> [Supplied entries]:
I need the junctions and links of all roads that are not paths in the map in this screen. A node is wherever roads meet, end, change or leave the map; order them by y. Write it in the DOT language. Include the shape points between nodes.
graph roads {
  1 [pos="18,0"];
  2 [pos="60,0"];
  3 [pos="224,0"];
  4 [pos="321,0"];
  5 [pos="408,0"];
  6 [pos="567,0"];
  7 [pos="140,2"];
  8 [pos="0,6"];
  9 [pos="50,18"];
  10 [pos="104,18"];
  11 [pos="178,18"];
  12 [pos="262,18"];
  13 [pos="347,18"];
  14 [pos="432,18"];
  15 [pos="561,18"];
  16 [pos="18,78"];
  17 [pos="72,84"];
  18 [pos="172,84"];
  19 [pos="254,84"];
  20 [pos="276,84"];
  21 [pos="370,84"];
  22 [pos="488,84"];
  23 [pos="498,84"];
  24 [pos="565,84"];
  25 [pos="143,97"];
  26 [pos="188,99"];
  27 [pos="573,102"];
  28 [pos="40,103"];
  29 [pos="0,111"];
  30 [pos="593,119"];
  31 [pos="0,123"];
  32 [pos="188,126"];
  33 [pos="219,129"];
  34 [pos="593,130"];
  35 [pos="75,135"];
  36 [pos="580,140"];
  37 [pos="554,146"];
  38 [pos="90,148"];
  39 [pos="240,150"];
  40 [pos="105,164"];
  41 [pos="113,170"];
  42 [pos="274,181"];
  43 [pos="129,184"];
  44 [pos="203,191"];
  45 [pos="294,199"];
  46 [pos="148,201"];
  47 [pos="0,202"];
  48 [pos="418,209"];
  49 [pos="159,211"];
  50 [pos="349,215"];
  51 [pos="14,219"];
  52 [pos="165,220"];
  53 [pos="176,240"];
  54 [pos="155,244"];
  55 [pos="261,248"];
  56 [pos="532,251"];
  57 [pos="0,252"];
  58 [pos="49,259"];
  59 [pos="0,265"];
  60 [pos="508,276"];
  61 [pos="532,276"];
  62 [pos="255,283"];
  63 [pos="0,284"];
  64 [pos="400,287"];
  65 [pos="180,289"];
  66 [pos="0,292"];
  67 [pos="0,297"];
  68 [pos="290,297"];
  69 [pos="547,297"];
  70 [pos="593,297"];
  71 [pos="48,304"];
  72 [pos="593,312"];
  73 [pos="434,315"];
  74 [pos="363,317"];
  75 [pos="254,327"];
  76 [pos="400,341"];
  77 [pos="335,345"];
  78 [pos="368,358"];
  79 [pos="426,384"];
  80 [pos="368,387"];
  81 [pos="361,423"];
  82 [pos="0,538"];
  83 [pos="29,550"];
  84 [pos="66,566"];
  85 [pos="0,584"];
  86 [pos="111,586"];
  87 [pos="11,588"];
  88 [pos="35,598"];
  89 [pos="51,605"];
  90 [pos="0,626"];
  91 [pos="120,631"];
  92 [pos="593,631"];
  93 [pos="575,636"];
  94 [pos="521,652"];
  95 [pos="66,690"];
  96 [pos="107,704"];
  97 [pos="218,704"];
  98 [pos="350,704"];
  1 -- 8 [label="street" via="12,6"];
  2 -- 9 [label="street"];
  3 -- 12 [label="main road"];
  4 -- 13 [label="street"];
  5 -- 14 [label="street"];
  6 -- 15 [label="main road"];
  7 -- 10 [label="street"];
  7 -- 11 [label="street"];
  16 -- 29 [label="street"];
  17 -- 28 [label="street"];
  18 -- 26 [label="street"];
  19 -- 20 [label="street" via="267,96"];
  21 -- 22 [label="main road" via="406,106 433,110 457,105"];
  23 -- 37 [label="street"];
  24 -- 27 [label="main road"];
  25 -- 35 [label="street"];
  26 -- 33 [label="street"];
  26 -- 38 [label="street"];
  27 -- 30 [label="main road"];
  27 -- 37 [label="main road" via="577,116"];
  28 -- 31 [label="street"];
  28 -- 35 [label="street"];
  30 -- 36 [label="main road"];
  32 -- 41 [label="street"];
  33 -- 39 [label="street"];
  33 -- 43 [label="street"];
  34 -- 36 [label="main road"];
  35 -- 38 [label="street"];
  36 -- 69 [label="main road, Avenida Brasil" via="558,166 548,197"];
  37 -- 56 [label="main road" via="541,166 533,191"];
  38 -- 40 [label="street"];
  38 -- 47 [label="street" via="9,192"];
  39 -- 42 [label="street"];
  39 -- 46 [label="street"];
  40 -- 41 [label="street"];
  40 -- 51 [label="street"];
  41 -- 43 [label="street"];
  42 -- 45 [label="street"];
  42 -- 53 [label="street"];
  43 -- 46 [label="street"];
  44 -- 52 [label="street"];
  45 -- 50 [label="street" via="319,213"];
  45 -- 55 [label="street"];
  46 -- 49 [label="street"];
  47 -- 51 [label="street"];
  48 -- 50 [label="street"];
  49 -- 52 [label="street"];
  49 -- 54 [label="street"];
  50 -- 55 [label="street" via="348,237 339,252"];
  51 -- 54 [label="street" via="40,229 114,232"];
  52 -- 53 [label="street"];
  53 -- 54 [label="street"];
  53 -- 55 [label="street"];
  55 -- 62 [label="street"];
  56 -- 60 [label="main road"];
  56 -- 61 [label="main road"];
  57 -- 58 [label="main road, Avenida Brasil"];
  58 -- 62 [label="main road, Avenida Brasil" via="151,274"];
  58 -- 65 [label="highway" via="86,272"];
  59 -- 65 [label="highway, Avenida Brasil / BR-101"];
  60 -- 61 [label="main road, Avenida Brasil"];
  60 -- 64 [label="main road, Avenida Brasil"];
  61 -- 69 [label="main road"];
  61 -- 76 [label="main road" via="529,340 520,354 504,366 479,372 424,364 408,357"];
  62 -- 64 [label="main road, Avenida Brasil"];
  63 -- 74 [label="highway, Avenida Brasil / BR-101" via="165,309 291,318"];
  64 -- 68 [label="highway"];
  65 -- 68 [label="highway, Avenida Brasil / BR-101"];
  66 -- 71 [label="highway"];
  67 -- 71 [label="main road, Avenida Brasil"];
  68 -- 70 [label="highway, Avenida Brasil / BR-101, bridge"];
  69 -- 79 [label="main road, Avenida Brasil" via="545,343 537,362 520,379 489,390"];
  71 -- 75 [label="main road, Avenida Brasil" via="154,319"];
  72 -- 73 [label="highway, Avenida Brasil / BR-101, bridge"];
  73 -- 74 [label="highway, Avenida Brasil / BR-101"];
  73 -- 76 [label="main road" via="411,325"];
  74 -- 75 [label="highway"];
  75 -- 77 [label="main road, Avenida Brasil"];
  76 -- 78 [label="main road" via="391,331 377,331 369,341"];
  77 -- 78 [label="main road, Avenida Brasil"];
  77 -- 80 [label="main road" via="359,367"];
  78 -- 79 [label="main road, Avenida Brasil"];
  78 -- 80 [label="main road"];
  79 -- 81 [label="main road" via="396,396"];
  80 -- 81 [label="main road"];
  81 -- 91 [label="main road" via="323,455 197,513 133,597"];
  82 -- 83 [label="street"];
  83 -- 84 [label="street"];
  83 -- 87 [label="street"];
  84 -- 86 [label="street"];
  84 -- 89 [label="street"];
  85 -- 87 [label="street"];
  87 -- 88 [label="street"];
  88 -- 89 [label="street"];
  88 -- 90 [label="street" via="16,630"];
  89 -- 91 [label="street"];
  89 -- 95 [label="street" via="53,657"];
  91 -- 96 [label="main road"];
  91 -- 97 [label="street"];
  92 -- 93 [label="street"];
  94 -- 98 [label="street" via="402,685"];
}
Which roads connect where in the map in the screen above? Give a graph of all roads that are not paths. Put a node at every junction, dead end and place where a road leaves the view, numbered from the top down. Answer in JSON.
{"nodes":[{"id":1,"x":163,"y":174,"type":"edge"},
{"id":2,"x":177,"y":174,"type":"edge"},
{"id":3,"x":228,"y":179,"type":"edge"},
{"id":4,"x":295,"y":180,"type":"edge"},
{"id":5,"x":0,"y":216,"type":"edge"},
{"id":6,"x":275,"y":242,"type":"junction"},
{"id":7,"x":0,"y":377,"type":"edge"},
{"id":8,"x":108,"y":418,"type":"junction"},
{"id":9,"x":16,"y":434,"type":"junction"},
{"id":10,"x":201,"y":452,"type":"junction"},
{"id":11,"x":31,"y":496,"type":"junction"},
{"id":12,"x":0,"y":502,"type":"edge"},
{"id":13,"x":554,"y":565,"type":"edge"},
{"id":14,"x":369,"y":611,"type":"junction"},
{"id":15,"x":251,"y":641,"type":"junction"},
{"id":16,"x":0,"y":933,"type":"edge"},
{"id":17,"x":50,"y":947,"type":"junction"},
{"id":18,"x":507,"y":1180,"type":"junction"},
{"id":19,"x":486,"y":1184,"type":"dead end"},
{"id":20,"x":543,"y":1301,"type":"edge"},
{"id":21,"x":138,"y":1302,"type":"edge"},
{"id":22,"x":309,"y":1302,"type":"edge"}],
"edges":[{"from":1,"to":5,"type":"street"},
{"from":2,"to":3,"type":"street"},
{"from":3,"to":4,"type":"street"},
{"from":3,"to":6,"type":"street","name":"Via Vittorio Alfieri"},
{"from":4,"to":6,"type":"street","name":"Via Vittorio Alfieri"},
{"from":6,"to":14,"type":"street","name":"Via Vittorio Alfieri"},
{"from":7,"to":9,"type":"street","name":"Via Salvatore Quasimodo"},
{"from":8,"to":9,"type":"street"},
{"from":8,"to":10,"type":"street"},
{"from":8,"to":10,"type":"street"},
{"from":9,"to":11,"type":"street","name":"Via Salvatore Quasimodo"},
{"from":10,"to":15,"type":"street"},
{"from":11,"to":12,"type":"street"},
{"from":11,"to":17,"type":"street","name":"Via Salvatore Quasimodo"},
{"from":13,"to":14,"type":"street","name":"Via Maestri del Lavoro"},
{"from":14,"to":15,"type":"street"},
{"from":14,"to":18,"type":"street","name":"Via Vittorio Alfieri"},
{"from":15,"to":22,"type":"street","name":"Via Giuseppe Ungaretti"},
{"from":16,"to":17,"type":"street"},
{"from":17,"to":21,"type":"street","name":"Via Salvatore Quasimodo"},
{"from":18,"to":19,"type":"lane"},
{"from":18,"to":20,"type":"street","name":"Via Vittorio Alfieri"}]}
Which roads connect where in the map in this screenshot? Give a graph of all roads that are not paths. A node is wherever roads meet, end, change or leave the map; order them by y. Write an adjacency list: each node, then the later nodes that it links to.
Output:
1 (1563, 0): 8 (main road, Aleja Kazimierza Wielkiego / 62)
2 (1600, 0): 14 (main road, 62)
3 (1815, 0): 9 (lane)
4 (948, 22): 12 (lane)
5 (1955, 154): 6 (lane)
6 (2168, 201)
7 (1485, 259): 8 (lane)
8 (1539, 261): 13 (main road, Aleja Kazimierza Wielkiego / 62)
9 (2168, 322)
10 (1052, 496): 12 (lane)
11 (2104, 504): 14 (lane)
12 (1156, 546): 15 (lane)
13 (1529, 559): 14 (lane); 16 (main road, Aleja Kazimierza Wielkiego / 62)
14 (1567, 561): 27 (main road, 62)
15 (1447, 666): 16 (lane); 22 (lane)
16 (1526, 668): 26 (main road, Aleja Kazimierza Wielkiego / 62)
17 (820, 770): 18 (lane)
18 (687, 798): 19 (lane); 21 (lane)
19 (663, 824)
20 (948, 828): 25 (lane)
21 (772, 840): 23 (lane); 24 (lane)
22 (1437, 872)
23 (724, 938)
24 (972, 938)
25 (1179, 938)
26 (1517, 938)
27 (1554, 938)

> [Work item]:
For every line above with the word "bridge" in it, make a copy.

> [Result for this task]:
  68 -- 70 [label="highway, Avenida Brasil / BR-101, bridge"];
  72 -- 73 [label="highway, Avenida Brasil / BR-101, bridge"];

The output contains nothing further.